▸ EXERCISE DETAILS: Your output should reproduce each entry exactly, with none of its pictures.

---------- DATA UNDER STUDY

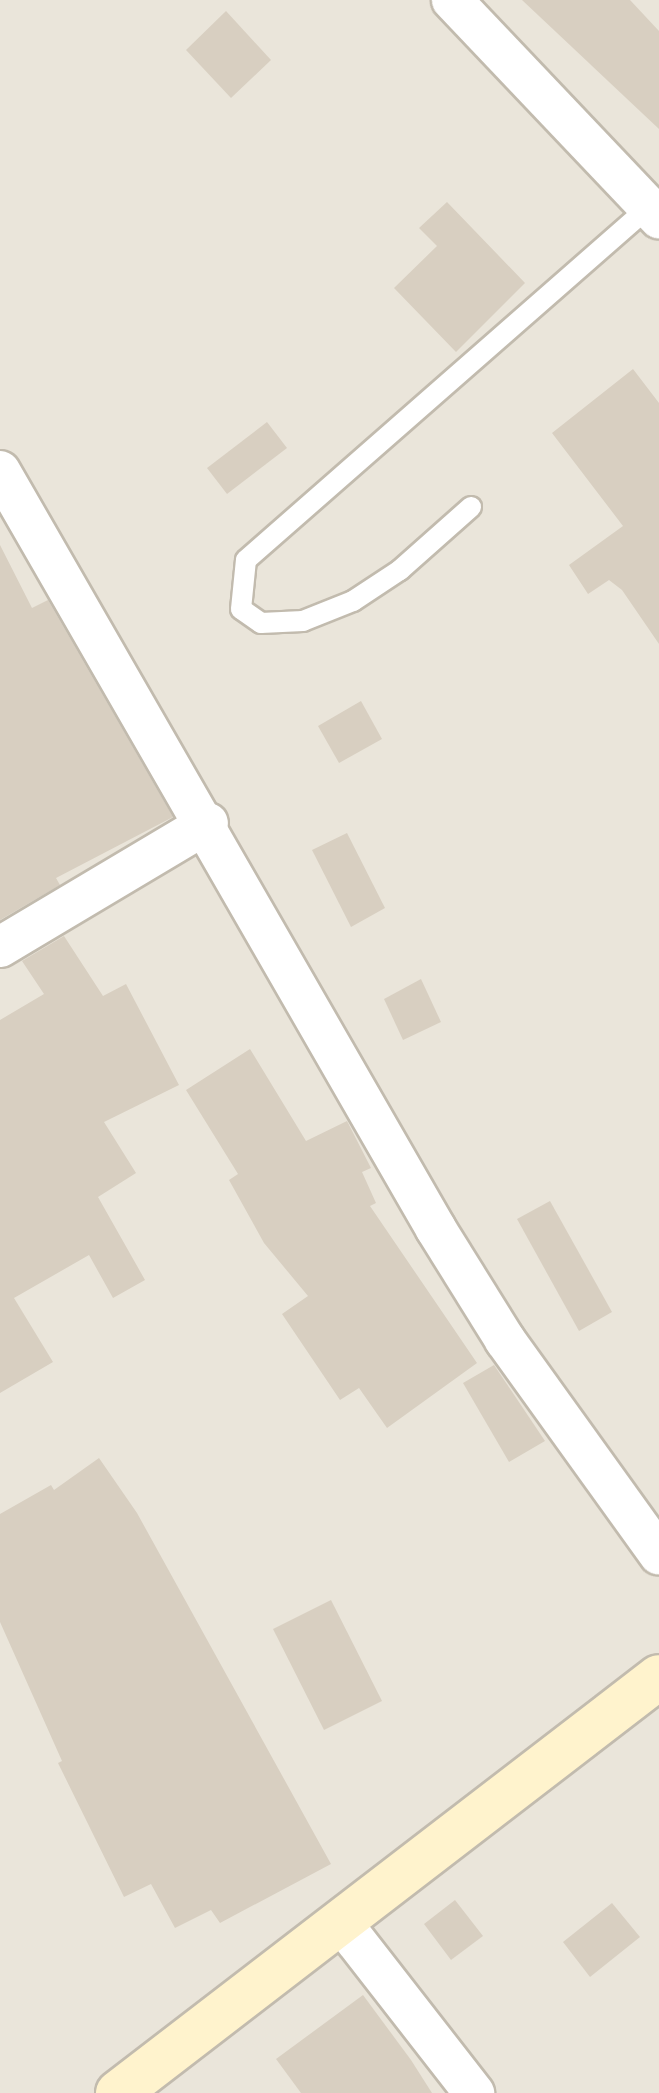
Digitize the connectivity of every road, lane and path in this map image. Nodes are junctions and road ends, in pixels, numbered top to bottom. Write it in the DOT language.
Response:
graph roads {
  1 [pos="452,0"];
  2 [pos="654,213"];
  3 [pos="5,490"];
  4 [pos="471,507"];
  5 [pos="208,823"];
  6 [pos="0,947"];
  7 [pos="659,1554"];
  8 [pos="659,1677"];
  9 [pos="341,1922"];
  10 [pos="118,2093"];
  11 [pos="474,2093"];
  1 -- 2 [label="street"];
  2 -- 4 [label="lane"];
  3 -- 5 [label="street"];
  5 -- 6 [label="street"];
  5 -- 7 [label="street"];
  8 -- 9 [label="main road"];
  9 -- 10 [label="main road"];
  9 -- 11 [label="street"];
}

--------------------

▸ EXERCISE ANSWER:
Digitize the connectivity of every road, lane and path in this map image. Nodes are junctions and road ends, in pixels, numbered top to bottom. Write it in the DOT language.
Response:
graph roads {
  1 [pos="452,0"];
  2 [pos="654,213"];
  3 [pos="5,490"];
  4 [pos="471,507"];
  5 [pos="208,823"];
  6 [pos="0,947"];
  7 [pos="659,1554"];
  8 [pos="659,1677"];
  9 [pos="341,1922"];
  10 [pos="118,2093"];
  11 [pos="474,2093"];
  1 -- 2 [label="street"];
  2 -- 4 [label="lane"];
  3 -- 5 [label="street"];
  5 -- 6 [label="street"];
  5 -- 7 [label="street"];
  8 -- 9 [label="main road"];
  9 -- 10 [label="main road"];
  9 -- 11 [label="street"];
}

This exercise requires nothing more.